Under the new legislation, employers with over 50 employees are required to negotiate the expectations surrounding their smartphone use outside of work. The move is aimed at preventing an unpaid ‘always-on’ culture, which often leads to heightened anxiety and burnout in employees.
1 – Lets talk numbers
Employers who are unable to come to an agreement with employees will be required to publish a charter outlining the rights and expectations of employees outside of work hours.
French business management consultancy group, ELEAS, report that in 2016 around 37% of the nation’s employees admitted to using their phone outside of working hours for work purposes on a daily basis, while 12% admitted to being burnt out.
2 – Lets look to studies.
German company, Volkswagen, has long been the poster child for promoting employee work life balance by forcing its employees to disconnect from work. It is reported that between the hours of 6:15pm and 7:15am on weekdays, and on all weekends, email servers are disabled on employee smart phones.
Even without these new measures, French laws appear to be more geared to promoting work life balance than Australia’s existing law. In Australia, the working week is capped at 38 hours, plus reasonable overtime. However a report from 2009 found that the average working week for Australians was 44 hours, with one in five Australians working over 50 hours a week. In 2016, the Australia Institute stated that Australians were owed $110 billion in unpaid overtime every year. To date Australia’s Fair Work Ombudsman has agreed that 40 hours a week includes reasonable overtime, however they are yet to definitively define what would be considered unreasonable.

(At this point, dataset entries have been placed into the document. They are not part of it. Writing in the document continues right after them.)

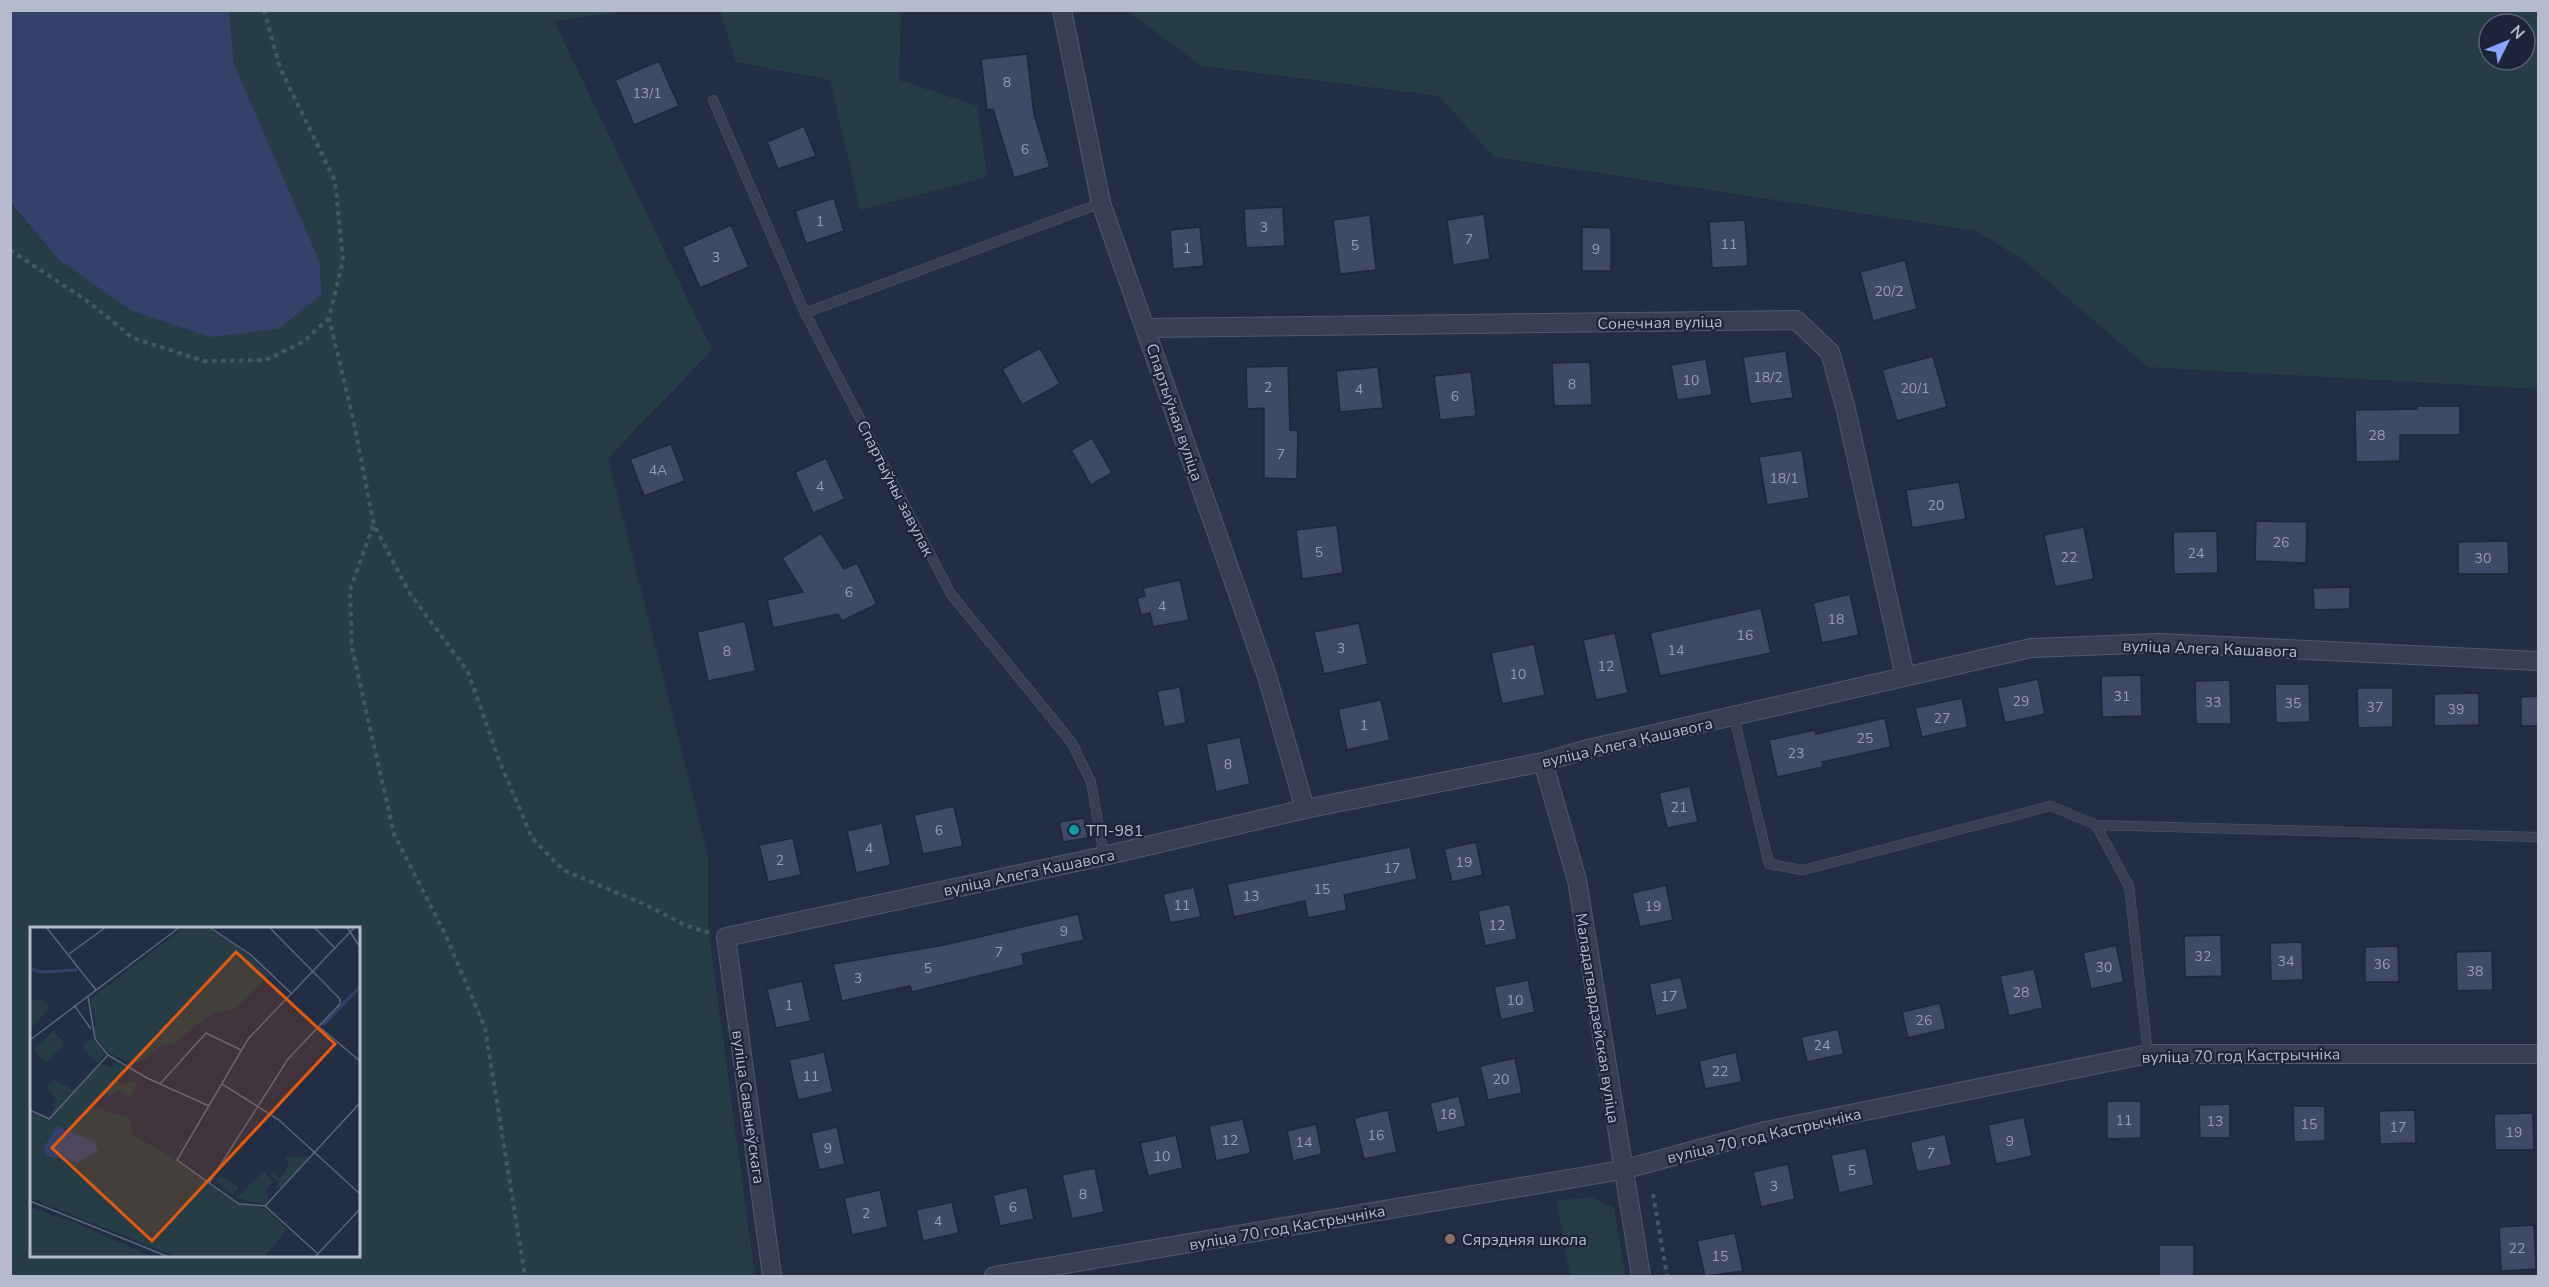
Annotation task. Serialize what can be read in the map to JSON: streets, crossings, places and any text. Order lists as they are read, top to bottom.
{
  "streets": {
    "street": [
      "Сонечная вуліца",
      "Спартыўная вуліца",
      "вуліца Алега Кашавога",
      "Маладагвардзейская вуліца",
      "вуліца 70 год Кастрычніка",
      "вуліца Саванеўскага"
    ],
    "lane": ["Спартыўны завулак"]
  },
  "crossings": [
    ["Сонечная вуліца", "Спартыўная вуліца"],
    ["Сонечная вуліца", "вуліца Алега Кашавога"],
    ["Спартыўная вуліца", "вуліца Алега Кашавога"],
    ["Спартыўны завулак", "вуліца Алега Кашавога"],
    ["вуліца Алега Кашавога", "Маладагвардзейская вуліца"],
    ["вуліца Алега Кашавога", "вуліца Саванеўскага"],
    ["Маладагвардзейская вуліца", "вуліца 70 год Кастрычніка"]
  ],
  "places": ["ТП-981", "Сярэдняя школа"],
  "house_numbers": [
    "8",
    "13/1",
    "6",
    "1",
    "3",
    "7",
    "11",
    "5",
    "1",
    "9",
    "3",
    "20/2",
    "18/2",
    "10",
    "8",
    "2",
    "20/1",
    "4",
    "6",
    "28",
    "7",
    "4А",
    "18/1",
    "4",
    "20",
    "26",
    "5",
    "24",
    "22",
    "30",
    "6",
    "4",
    "18",
    "16",
    "3",
    "14",
    "8",
    "12",
    "10",
    "31",
    "29",
    "33",
    "35",
    "37",
    "39",
    "27",
    "1",
    "25",
    "23",
    "8",
    "21",
    "6",
    "4",
    "2",
    "19",
    "17",
    "15",
    "13",
    "11",
    "19",
    "12",
    "9",
    "7",
    "32",
    "34",
    "36",
    "30",
    "5",
    "38",
    "3",
    "28",
    "17",
    "10",
    "1",
    "26",
    "24",
    "22",
    "11",
    "20",
    "18",
    "11",
    "13",
    "15",
    "17",
    "19",
    "16",
    "12",
    "9",
    "14",
    "9",
    "7",
    "10",
    "5",
    "3",
    "8",
    "6",
    "2",
    "4",
    "22",
    "15"
  ],
  "north": "top right"
}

In contrast, France moved to reduce its working week from 39 to 35 hours in 2002, with some exceptions as to overtime. The reduction was not only aimed at improving employees’ quality of life, but also at increasing the number of jobs available through increased availability of job sharing roles. The drop was effective in reducing the average employee’s weekly hours of work, and has correlated with an increase in wages (Estevão & Sá, 2008). What’s more, France has sustained strong productivity growth since the change has been implemented (Hornberg, 2014).
3 – French ideals could work.
Not all employees are happy with the seemingly employee-friendly French approach. A study conducted in 2008 found that men, particularly in high paying managerial roles, tended to be dissatisfied with shorter working hours, while the higher pay that women received, the higher their satisfaction with reduced hours was (Estevão & Sá, 2008). Dissatisfaction with shorter hours was thought to be linked with the administrative burden associated with fewer hours, and perceived drops to quality of work.

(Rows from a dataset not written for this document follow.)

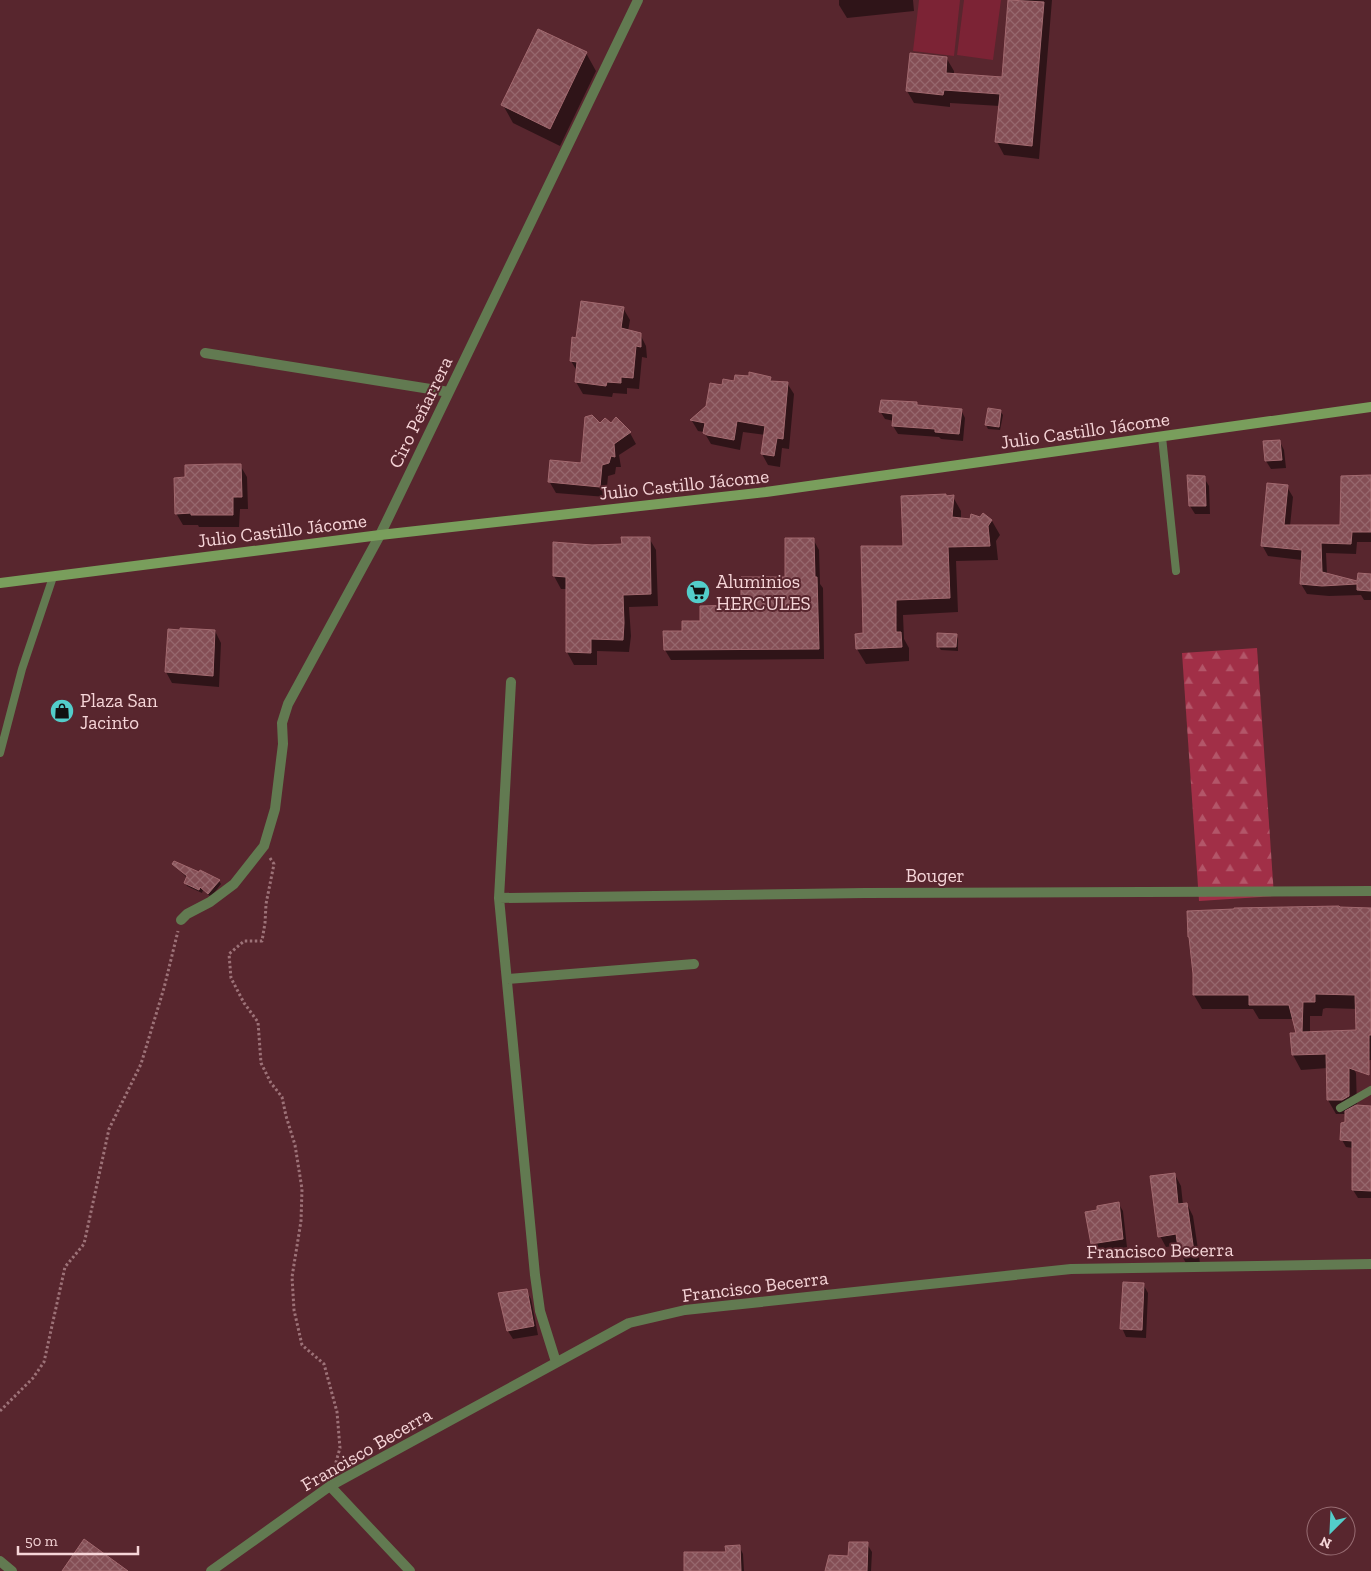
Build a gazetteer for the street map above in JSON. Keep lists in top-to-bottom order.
{
  "streets": {
    "main road": ["Julio Castillo Jácome"],
    "street": ["Ciro Peñarrera", "Bouger", "Francisco Becerra"]
  },
  "crossings": [
    ["Ciro Peñarrera", "Julio Castillo Jácome"]
  ],
  "places": {
    "supermarket": ["Aluminios HERCULES"],
    "shop": ["Plaza San Jacinto"]
  },
  "scale_bar": "50 m",
  "north": "bottom left"
}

As the law in France regarding employees’ ‘right to switch off’ has only been in place for 33 days, its impact on employee wellbeing and productivity remains to be seen. Unlike the 35-hour work-week, employees are provided with the opportunity to negotiate smart phone use outside of work. This may alleviate stress for workers who are sceptical of the effect such law might have on their quality of work, or those who value access to a flexible work schedule.
In the meantime, Australians continue to face with long overtime hours, work burn out, and increasing stress-related absences. In light of this, it may be time that we took a page out of France’s book and had a break.